Music Is a Fount of Optimism for Gabriela Lena Frank (San Francisco Classical Voice)
Lou Fancher, contributing writer, San Francisco Classical Voice
At home on farmland 115 miles north of San Francisco in Boonville, California, pianist and composer Gabriela Lena Frank is surrounded by and attuned to sounds typical of a rural childhood. On the day and night before a generous, nearly 90-minute phone interview, frogs croak like crazy, clucking chickens provide a constant sonic backdrop, and the steady beat of hammers and other handheld tools can be heard. Indoors, the soft rustle of laundry being folded, fingers rubbing oil on cutting boards, and rare rest periods during which outside sounds continue to ripple through the semisilence are interrupted only by Frank’s listening to work composed by a former teacher, William Bolcom. “Yesterday, I was cleaning house and put on his Songs of Innocence and Of Experience that’s based on the poetry of William Blake,” Frank says.
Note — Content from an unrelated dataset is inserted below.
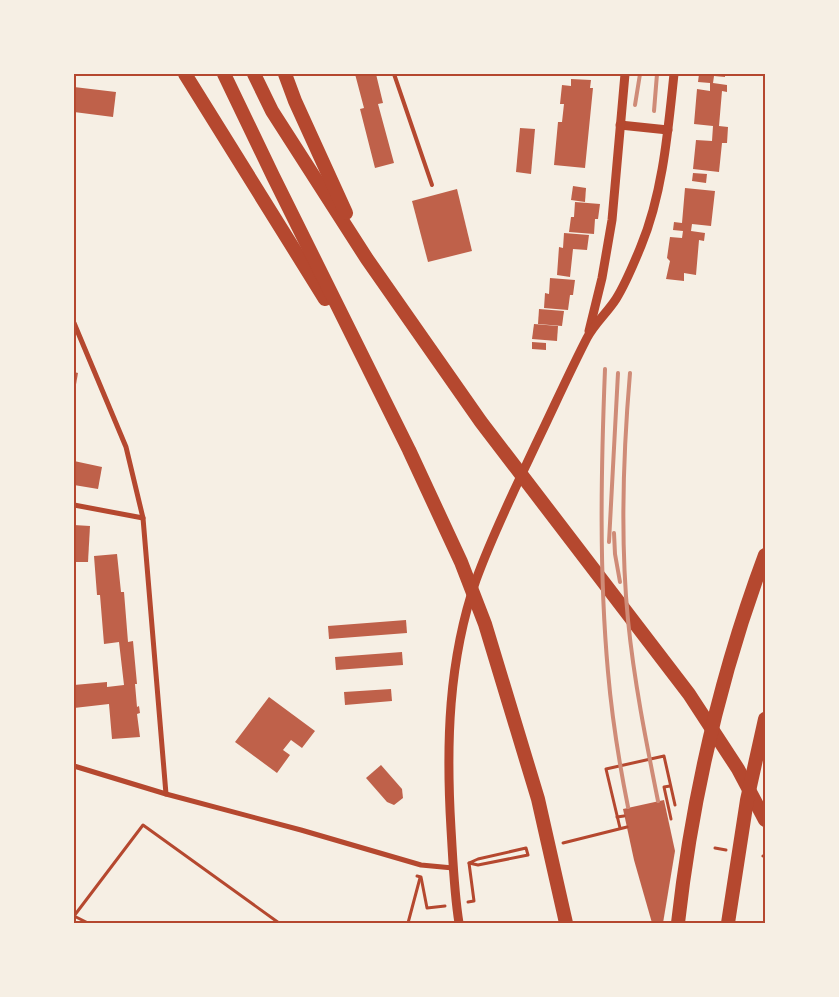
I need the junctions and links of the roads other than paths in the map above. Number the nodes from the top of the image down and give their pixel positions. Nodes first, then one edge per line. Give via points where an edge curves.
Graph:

Bolcom in composing the work took idioms from popular American culture and tied them to voice. Aiming for something similar in the opera she is midway to completing, Frank is careful about what she listens to while composing a new piece. “I look for a reset, for inspiration. I don’t sound like Bolcom, but I can see his episodic unfolding of the poems. I let my mind react to it in an organic, less studious way while I cleaned. It’s a wellspring of experience to draw on.”